━━━━━ Data for the task
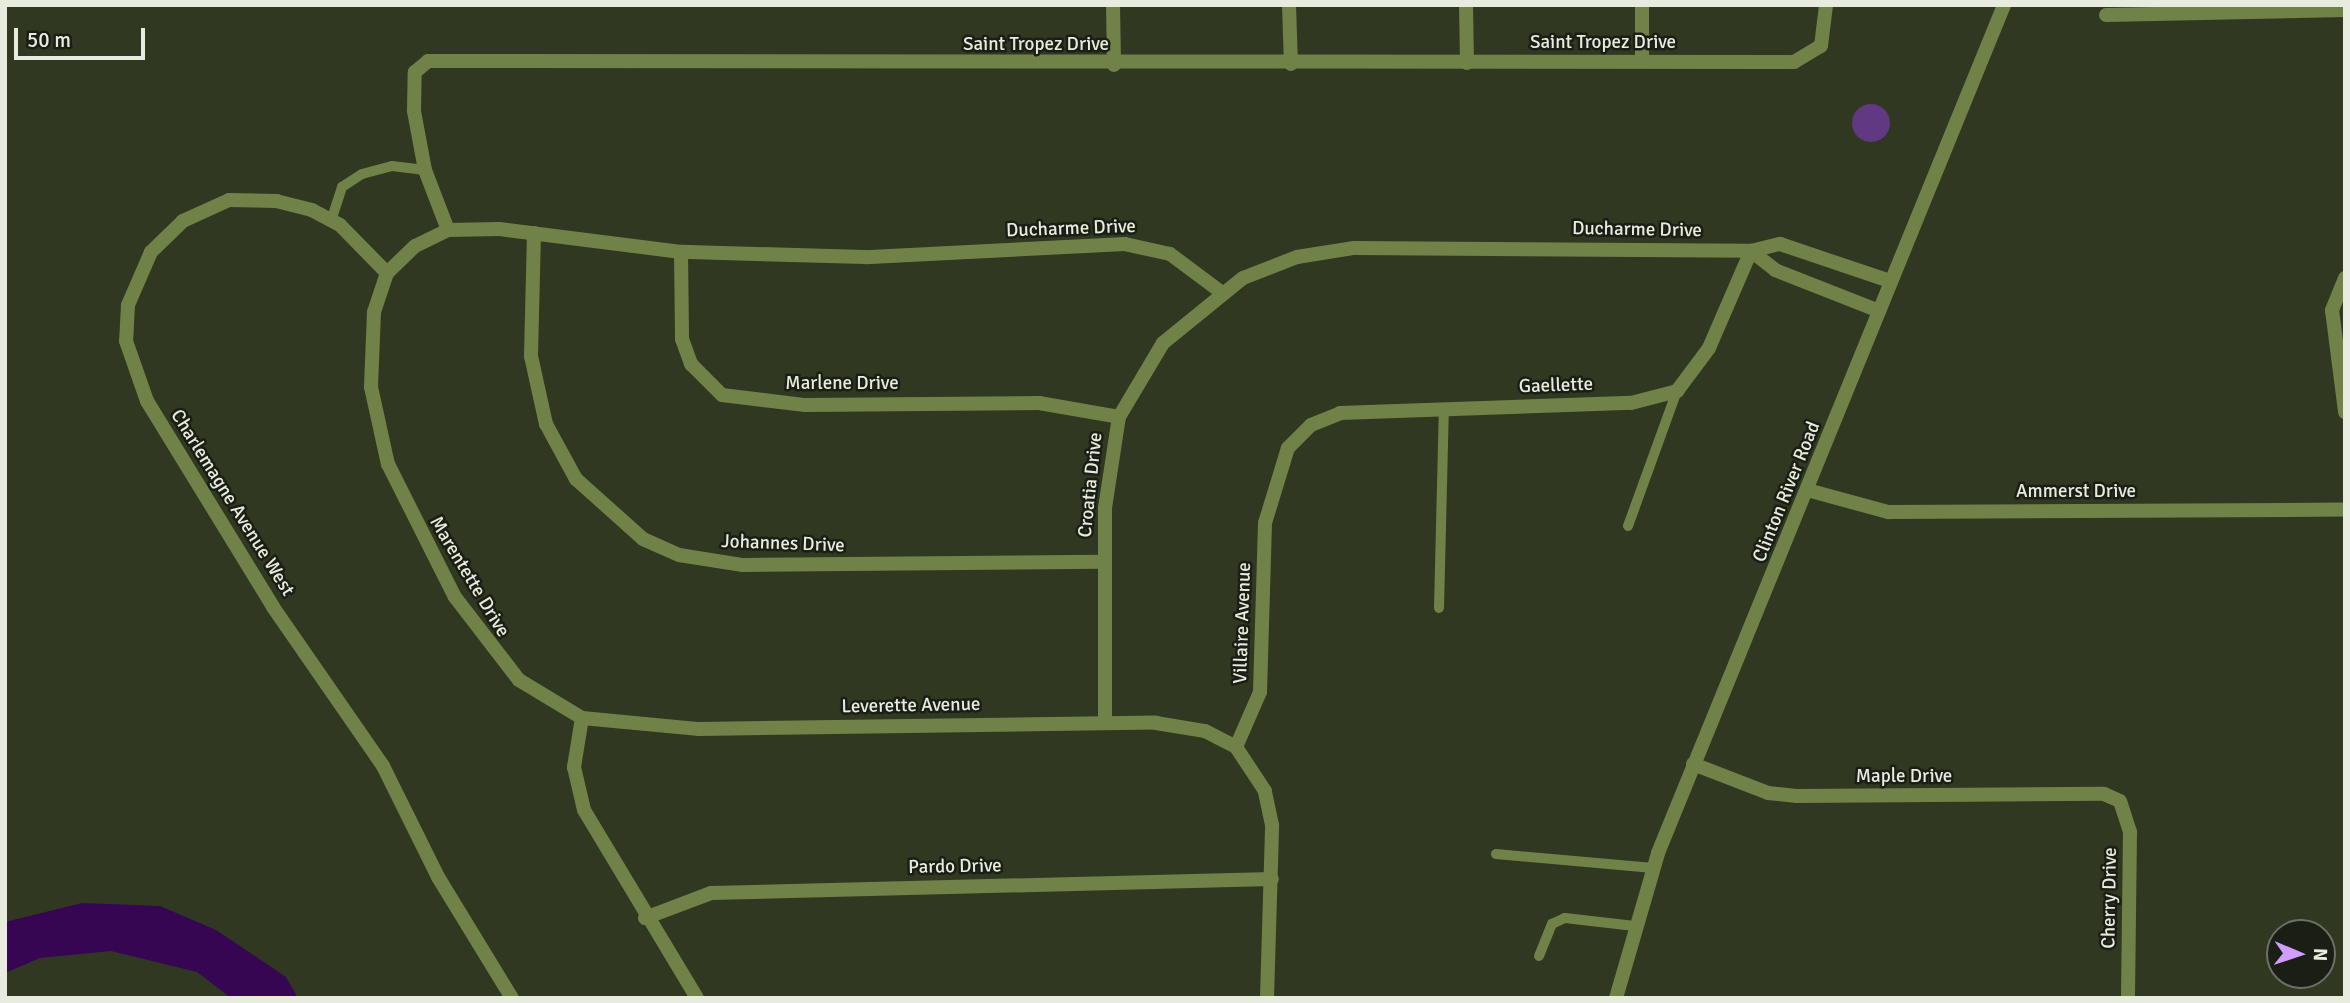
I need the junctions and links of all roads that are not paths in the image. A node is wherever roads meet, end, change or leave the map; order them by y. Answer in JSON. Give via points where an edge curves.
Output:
{"nodes":[{"id":1,"x":1113,"y":5,"type":"edge"},
{"id":2,"x":1289,"y":5,"type":"edge"},
{"id":3,"x":1466,"y":5,"type":"edge"},
{"id":4,"x":1642,"y":5,"type":"edge"},
{"id":5,"x":1826,"y":5,"type":"edge"},
{"id":6,"x":2004,"y":5,"type":"edge"},
{"id":7,"x":2345,"y":10,"type":"edge"},
{"id":8,"x":2106,"y":15,"type":"dead end"},
{"id":9,"x":1642,"y":61,"type":"junction"},
{"id":10,"x":1467,"y":63,"type":"junction"},
{"id":11,"x":1291,"y":64,"type":"junction"},
{"id":12,"x":1114,"y":65,"type":"junction"},
{"id":13,"x":425,"y":170,"type":"junction"},
{"id":14,"x":331,"y":220,"type":"junction"},
{"id":15,"x":448,"y":230,"type":"junction"},
{"id":16,"x":534,"y":233,"type":"junction"},
{"id":17,"x":1751,"y":251,"type":"junction"},
{"id":18,"x":681,"y":252,"type":"junction"},
{"id":19,"x":387,"y":273,"type":"junction"},
{"id":20,"x":2344,"y":279,"type":"edge"},
{"id":21,"x":1890,"y":281,"type":"junction"},
{"id":22,"x":1221,"y":292,"type":"junction"},
{"id":23,"x":1879,"y":311,"type":"junction"},
{"id":24,"x":1677,"y":391,"type":"junction"},
{"id":25,"x":1444,"y":408,"type":"junction"},
{"id":26,"x":2345,"y":412,"type":"edge"},
{"id":27,"x":1119,"y":417,"type":"junction"},
{"id":28,"x":1288,"y":448,"type":"joint"},
{"id":29,"x":1811,"y":491,"type":"junction"},
{"id":30,"x":2345,"y":510,"type":"edge"},
{"id":31,"x":1628,"y":526,"type":"dead end"},
{"id":32,"x":1103,"y":562,"type":"junction"},
{"id":33,"x":1439,"y":608,"type":"dead end"},
{"id":34,"x":582,"y":718,"type":"junction"},
{"id":35,"x":1105,"y":722,"type":"junction"},
{"id":36,"x":1236,"y":747,"type":"junction"},
{"id":37,"x":1693,"y":764,"type":"junction"},
{"id":38,"x":2120,"y":801,"type":"joint"},
{"id":39,"x":1496,"y":853,"type":"dead end"},
{"id":40,"x":1653,"y":868,"type":"junction"},
{"id":41,"x":1272,"y":878,"type":"junction"},
{"id":42,"x":645,"y":918,"type":"junction"},
{"id":43,"x":1635,"y":926,"type":"junction"},
{"id":44,"x":1539,"y":956,"type":"dead end"},
{"id":45,"x":512,"y":998,"type":"edge"},
{"id":46,"x":697,"y":998,"type":"edge"},
{"id":47,"x":1267,"y":998,"type":"edge"},
{"id":48,"x":1616,"y":998,"type":"edge"},
{"id":49,"x":2128,"y":998,"type":"edge"}],
"edges":[{"from":1,"to":12,"type":"street"},
{"from":2,"to":11,"type":"street"},
{"from":3,"to":10,"type":"street"},
{"from":4,"to":9,"type":"street"},
{"from":5,"to":9,"type":"street","name":"Saint Tropez Drive","via":[[1821,46],[1794,62]]},
{"from":6,"to":21,"type":"street","name":"Clinton River Road"},
{"from":7,"to":8,"type":"street"},
{"from":9,"to":10,"type":"street","name":"Saint Tropez Drive"},
{"from":10,"to":11,"type":"street","name":"Saint Tropez Drive"},
{"from":11,"to":12,"type":"street","name":"Saint Tropez Drive"},
{"from":12,"to":13,"type":"street","name":"Saint Tropez Drive","via":[[428,61],[413,85]]},
{"from":13,"to":14,"type":"lane","via":[[392,166],[362,174],[342,187]]},
{"from":13,"to":15,"type":"street","name":"Saint Tropez Drive"},
{"from":14,"to":19,"type":"street","name":"Charlemagne Avenue West"},
{"from":14,"to":45,"type":"street","name":"Charlemagne Avenue West","via":[[295,204],[251,198],[217,204],[183,221],[139,273],[126,322],[129,358],[146,401],[266,596],[383,765],[444,888]]},
{"from":15,"to":16,"type":"street","name":"Ducharme Drive"},
{"from":15,"to":19,"type":"street","name":"Ducharme Drive","via":[[415,246]]},
{"from":16,"to":18,"type":"street","name":"Ducharme Drive"},
{"from":16,"to":32,"type":"street","name":"Johannes Drive","via":[[531,356],[542,413],[576,479],[643,539],[679,555],[743,565]]},
{"from":17,"to":21,"type":"street","name":"Ducharme Drive","via":[[1780,244],[1804,248]]},
{"from":17,"to":22,"type":"street","name":"Ducharme Drive","via":[[1354,248],[1265,267]]},
{"from":17,"to":23,"type":"street","via":[[1775,270]]},
{"from":17,"to":24,"type":"street","via":[[1709,348]]},
{"from":18,"to":22,"type":"street","name":"Ducharme Drive","via":[[865,257],[1125,244],[1170,254]]},
{"from":18,"to":27,"type":"street","name":"Marlene Drive","via":[[682,339],[697,372],[722,396],[805,405],[1039,403]]},
{"from":19,"to":34,"type":"street","name":"Marentette Drive","via":[[374,312],[371,387],[383,447],[416,529],[498,658],[537,693]]},
{"from":20,"to":26,"type":"street","via":[[2332,310]]},
{"from":21,"to":23,"type":"street","name":"Clinton River Road"},
{"from":22,"to":27,"type":"street","name":"Croatia Drive","via":[[1163,343]]},
{"from":23,"to":29,"type":"street","name":"Clinton River Road"},
{"from":24,"to":25,"type":"street","name":"Gaellette","via":[[1631,403]]},
{"from":24,"to":31,"type":"lane"},
{"from":25,"to":28,"type":"street","name":"Gaellette","via":[[1340,413],[1311,425]]},
{"from":25,"to":33,"type":"lane"},
{"from":27,"to":32,"type":"street","name":"Croatia Drive"},
{"from":28,"to":36,"type":"street","name":"Villaire Avenue","via":[[1265,523],[1260,692]]},
{"from":29,"to":30,"type":"street","name":"Ammerst Drive","via":[[1888,512]]},
{"from":29,"to":37,"type":"street","name":"Clinton River Road"},
{"from":32,"to":35,"type":"street","name":"Croatia Drive"},
{"from":34,"to":35,"type":"street","name":"Leverette Avenue","via":[[699,729]]},
{"from":34,"to":42,"type":"street","via":[[574,767],[578,796]]},
{"from":35,"to":36,"type":"street","name":"Leverette Avenue","via":[[1183,725]]},
{"from":36,"to":41,"type":"street","via":[[1270,807]]},
{"from":37,"to":38,"type":"street","name":"Maple Drive","via":[[1768,793],[1797,796],[2104,794]]},
{"from":37,"to":40,"type":"street","name":"Clinton River Road"},
{"from":38,"to":49,"type":"street","name":"Cherry Drive","via":[[2130,832]]},
{"from":39,"to":40,"type":"lane"},
{"from":40,"to":43,"type":"street","name":"Clinton River Road"},
{"from":41,"to":42,"type":"street","name":"Pardo Drive","via":[[711,892]]},
{"from":41,"to":47,"type":"street"},
{"from":42,"to":46,"type":"street"},
{"from":43,"to":44,"type":"lane","via":[[1565,918],[1552,924]]},
{"from":43,"to":48,"type":"street","name":"Clinton River Road"}]}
━━━━━━━━━━
Repeat all the material above exactly, apart from the pictures.

I need the junctions and links of all roads that are not paths in the image. A node is wherever roads meet, end, change or leave the map; order them by y. Answer in JSON. Give via points where an edge curves.
Output:
{"nodes":[{"id":1,"x":1113,"y":5,"type":"edge"},
{"id":2,"x":1289,"y":5,"type":"edge"},
{"id":3,"x":1466,"y":5,"type":"edge"},
{"id":4,"x":1642,"y":5,"type":"edge"},
{"id":5,"x":1826,"y":5,"type":"edge"},
{"id":6,"x":2004,"y":5,"type":"edge"},
{"id":7,"x":2345,"y":10,"type":"edge"},
{"id":8,"x":2106,"y":15,"type":"dead end"},
{"id":9,"x":1642,"y":61,"type":"junction"},
{"id":10,"x":1467,"y":63,"type":"junction"},
{"id":11,"x":1291,"y":64,"type":"junction"},
{"id":12,"x":1114,"y":65,"type":"junction"},
{"id":13,"x":425,"y":170,"type":"junction"},
{"id":14,"x":331,"y":220,"type":"junction"},
{"id":15,"x":448,"y":230,"type":"junction"},
{"id":16,"x":534,"y":233,"type":"junction"},
{"id":17,"x":1751,"y":251,"type":"junction"},
{"id":18,"x":681,"y":252,"type":"junction"},
{"id":19,"x":387,"y":273,"type":"junction"},
{"id":20,"x":2344,"y":279,"type":"edge"},
{"id":21,"x":1890,"y":281,"type":"junction"},
{"id":22,"x":1221,"y":292,"type":"junction"},
{"id":23,"x":1879,"y":311,"type":"junction"},
{"id":24,"x":1677,"y":391,"type":"junction"},
{"id":25,"x":1444,"y":408,"type":"junction"},
{"id":26,"x":2345,"y":412,"type":"edge"},
{"id":27,"x":1119,"y":417,"type":"junction"},
{"id":28,"x":1288,"y":448,"type":"joint"},
{"id":29,"x":1811,"y":491,"type":"junction"},
{"id":30,"x":2345,"y":510,"type":"edge"},
{"id":31,"x":1628,"y":526,"type":"dead end"},
{"id":32,"x":1103,"y":562,"type":"junction"},
{"id":33,"x":1439,"y":608,"type":"dead end"},
{"id":34,"x":582,"y":718,"type":"junction"},
{"id":35,"x":1105,"y":722,"type":"junction"},
{"id":36,"x":1236,"y":747,"type":"junction"},
{"id":37,"x":1693,"y":764,"type":"junction"},
{"id":38,"x":2120,"y":801,"type":"joint"},
{"id":39,"x":1496,"y":853,"type":"dead end"},
{"id":40,"x":1653,"y":868,"type":"junction"},
{"id":41,"x":1272,"y":878,"type":"junction"},
{"id":42,"x":645,"y":918,"type":"junction"},
{"id":43,"x":1635,"y":926,"type":"junction"},
{"id":44,"x":1539,"y":956,"type":"dead end"},
{"id":45,"x":512,"y":998,"type":"edge"},
{"id":46,"x":697,"y":998,"type":"edge"},
{"id":47,"x":1267,"y":998,"type":"edge"},
{"id":48,"x":1616,"y":998,"type":"edge"},
{"id":49,"x":2128,"y":998,"type":"edge"}],
"edges":[{"from":1,"to":12,"type":"street"},
{"from":2,"to":11,"type":"street"},
{"from":3,"to":10,"type":"street"},
{"from":4,"to":9,"type":"street"},
{"from":5,"to":9,"type":"street","name":"Saint Tropez Drive","via":[[1821,46],[1794,62]]},
{"from":6,"to":21,"type":"street","name":"Clinton River Road"},
{"from":7,"to":8,"type":"street"},
{"from":9,"to":10,"type":"street","name":"Saint Tropez Drive"},
{"from":10,"to":11,"type":"street","name":"Saint Tropez Drive"},
{"from":11,"to":12,"type":"street","name":"Saint Tropez Drive"},
{"from":12,"to":13,"type":"street","name":"Saint Tropez Drive","via":[[428,61],[413,85]]},
{"from":13,"to":14,"type":"lane","via":[[392,166],[362,174],[342,187]]},
{"from":13,"to":15,"type":"street","name":"Saint Tropez Drive"},
{"from":14,"to":19,"type":"street","name":"Charlemagne Avenue West"},
{"from":14,"to":45,"type":"street","name":"Charlemagne Avenue West","via":[[295,204],[251,198],[217,204],[183,221],[139,273],[126,322],[129,358],[146,401],[266,596],[383,765],[444,888]]},
{"from":15,"to":16,"type":"street","name":"Ducharme Drive"},
{"from":15,"to":19,"type":"street","name":"Ducharme Drive","via":[[415,246]]},
{"from":16,"to":18,"type":"street","name":"Ducharme Drive"},
{"from":16,"to":32,"type":"street","name":"Johannes Drive","via":[[531,356],[542,413],[576,479],[643,539],[679,555],[743,565]]},
{"from":17,"to":21,"type":"street","name":"Ducharme Drive","via":[[1780,244],[1804,248]]},
{"from":17,"to":22,"type":"street","name":"Ducharme Drive","via":[[1354,248],[1265,267]]},
{"from":17,"to":23,"type":"street","via":[[1775,270]]},
{"from":17,"to":24,"type":"street","via":[[1709,348]]},
{"from":18,"to":22,"type":"street","name":"Ducharme Drive","via":[[865,257],[1125,244],[1170,254]]},
{"from":18,"to":27,"type":"street","name":"Marlene Drive","via":[[682,339],[697,372],[722,396],[805,405],[1039,403]]},
{"from":19,"to":34,"type":"street","name":"Marentette Drive","via":[[374,312],[371,387],[383,447],[416,529],[498,658],[537,693]]},
{"from":20,"to":26,"type":"street","via":[[2332,310]]},
{"from":21,"to":23,"type":"street","name":"Clinton River Road"},
{"from":22,"to":27,"type":"street","name":"Croatia Drive","via":[[1163,343]]},
{"from":23,"to":29,"type":"street","name":"Clinton River Road"},
{"from":24,"to":25,"type":"street","name":"Gaellette","via":[[1631,403]]},
{"from":24,"to":31,"type":"lane"},
{"from":25,"to":28,"type":"street","name":"Gaellette","via":[[1340,413],[1311,425]]},
{"from":25,"to":33,"type":"lane"},
{"from":27,"to":32,"type":"street","name":"Croatia Drive"},
{"from":28,"to":36,"type":"street","name":"Villaire Avenue","via":[[1265,523],[1260,692]]},
{"from":29,"to":30,"type":"street","name":"Ammerst Drive","via":[[1888,512]]},
{"from":29,"to":37,"type":"street","name":"Clinton River Road"},
{"from":32,"to":35,"type":"street","name":"Croatia Drive"},
{"from":34,"to":35,"type":"street","name":"Leverette Avenue","via":[[699,729]]},
{"from":34,"to":42,"type":"street","via":[[574,767],[578,796]]},
{"from":35,"to":36,"type":"street","name":"Leverette Avenue","via":[[1183,725]]},
{"from":36,"to":41,"type":"street","via":[[1270,807]]},
{"from":37,"to":38,"type":"street","name":"Maple Drive","via":[[1768,793],[1797,796],[2104,794]]},
{"from":37,"to":40,"type":"street","name":"Clinton River Road"},
{"from":38,"to":49,"type":"street","name":"Cherry Drive","via":[[2130,832]]},
{"from":39,"to":40,"type":"lane"},
{"from":40,"to":43,"type":"street","name":"Clinton River Road"},
{"from":41,"to":42,"type":"street","name":"Pardo Drive","via":[[711,892]]},
{"from":41,"to":47,"type":"street"},
{"from":42,"to":46,"type":"street"},
{"from":43,"to":44,"type":"lane","via":[[1565,918],[1552,924]]},
{"from":43,"to":48,"type":"street","name":"Clinton River Road"}]}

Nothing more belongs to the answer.